One of the most important achievements was the shift from a vertical to a horizontal design, leading, to major improvements in the process productivity and product handling.

Through the years the developments done in HPP machines increased the industry acceptance and interest. The vessel capacity scaled from 215 litres in 1998 to 525 litres by 2004, as a consequence, the output of the HPP in-pack machines has greatly improved (Figure 1).

Figure 1: Evolution of the maximum volume of HPP in-pack industrial vessels and productivity from 1998 to 2018 – Adapted from chapter 13 (pp. 301).

Additionally, big improvements were made in the reliability and maintainability of the HPP in-pack machines. The lifespan of early generations of high-pressure vessels was comprised between 30,000 and 100,000 cycles. Currently, this number increased to up to 200,000 or even more.

The evolution of the number of HPP in-pack machines in production has been increasing exponentially, at the end of 2019 there were over 520 HPP units installed in the world. Nowadays, the technology in-pack is used all over the world, being the biggest markets North America, Europe and Asia, where 47%, 24% and 18% of the total number of machines in production are installed, respectively.

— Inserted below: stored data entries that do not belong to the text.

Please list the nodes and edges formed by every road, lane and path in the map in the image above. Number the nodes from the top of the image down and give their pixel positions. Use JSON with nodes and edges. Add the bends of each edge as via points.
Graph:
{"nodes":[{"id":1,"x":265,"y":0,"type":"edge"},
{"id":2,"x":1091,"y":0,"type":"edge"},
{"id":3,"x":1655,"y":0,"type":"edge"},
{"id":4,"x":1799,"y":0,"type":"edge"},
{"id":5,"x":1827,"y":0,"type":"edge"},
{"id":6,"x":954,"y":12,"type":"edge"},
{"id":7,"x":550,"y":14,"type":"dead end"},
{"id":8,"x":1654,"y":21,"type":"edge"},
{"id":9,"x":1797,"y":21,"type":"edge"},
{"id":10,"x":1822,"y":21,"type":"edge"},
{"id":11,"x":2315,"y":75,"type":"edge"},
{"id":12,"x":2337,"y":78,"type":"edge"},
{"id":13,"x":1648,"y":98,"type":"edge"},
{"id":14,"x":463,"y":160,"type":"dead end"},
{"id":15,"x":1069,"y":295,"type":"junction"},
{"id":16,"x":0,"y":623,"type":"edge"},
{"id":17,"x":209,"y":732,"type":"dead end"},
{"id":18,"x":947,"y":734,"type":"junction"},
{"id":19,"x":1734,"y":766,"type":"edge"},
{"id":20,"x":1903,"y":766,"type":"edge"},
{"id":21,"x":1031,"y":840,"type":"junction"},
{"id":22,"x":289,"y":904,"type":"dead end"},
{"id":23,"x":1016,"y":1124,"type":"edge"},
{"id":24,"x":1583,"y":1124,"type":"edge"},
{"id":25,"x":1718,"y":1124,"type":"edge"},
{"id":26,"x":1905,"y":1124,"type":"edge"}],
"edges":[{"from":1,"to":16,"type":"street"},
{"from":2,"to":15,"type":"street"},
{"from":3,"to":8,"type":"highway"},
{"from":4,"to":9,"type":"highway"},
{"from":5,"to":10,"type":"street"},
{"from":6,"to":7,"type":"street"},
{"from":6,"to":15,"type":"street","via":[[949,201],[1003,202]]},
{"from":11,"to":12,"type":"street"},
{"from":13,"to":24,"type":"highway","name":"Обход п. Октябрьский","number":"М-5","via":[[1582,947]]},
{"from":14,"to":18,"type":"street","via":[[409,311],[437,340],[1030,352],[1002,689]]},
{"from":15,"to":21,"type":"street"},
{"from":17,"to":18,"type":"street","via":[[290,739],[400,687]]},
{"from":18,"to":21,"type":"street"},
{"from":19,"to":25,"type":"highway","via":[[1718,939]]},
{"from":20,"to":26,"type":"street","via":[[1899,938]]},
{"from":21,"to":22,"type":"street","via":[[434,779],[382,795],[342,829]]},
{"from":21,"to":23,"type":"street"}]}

The evolution from In-pack to In-Bulk

Hiperbaric works daily to bring new solutions to the market of HPP.

In order, to improve some of the limitations from the In-Pack technology:

  • Post-packaging technology (which limits the type of packaging used) and
  • Restricted vessel filling efficiency (40.55%), among others,

This company started to develop a better solution to process juices in-bulk, aiming to a filling efficiency of 90%: Hiperbaric’s In-Bulk machine (Figure 2).

It is able to process large volumes of beverages in a bag with a similar volume and size of the vessel, disrupting the In-Pack concept that has been around for 15 years.

The bag stands in place during a full production, withstanding over 100 HPP cycles and representing a production of about 50,000 litres. In addition, the material of the bag can be made of different plastics, including bioplastics.

Figure 2: Hiperbaric 525 Bulk unit

The first commercial Hiperbaric 525 Bulk unit was installed at Hermes Boissons in France, at the end of 2019. At the beginning of 2020, French company was successfully producing juice In-Bulk.

The machine design is based on one (Hiperbaric 525 Bulk) or two (Hiperbaric 1050 Bulk) vessels of 525 L equipped with a system of tanks (beverage inlet and outlet) located on a skid.

Its production mode is similar in many steps to the In-Pack technology, with some differences: there is no longer a loading and unloading line, there is a plastic bag inside the vessel to accommodate the liquids to be processed, and technical aspects, that among others, include the systems that guarantee the cleaning and disinfection between cycles.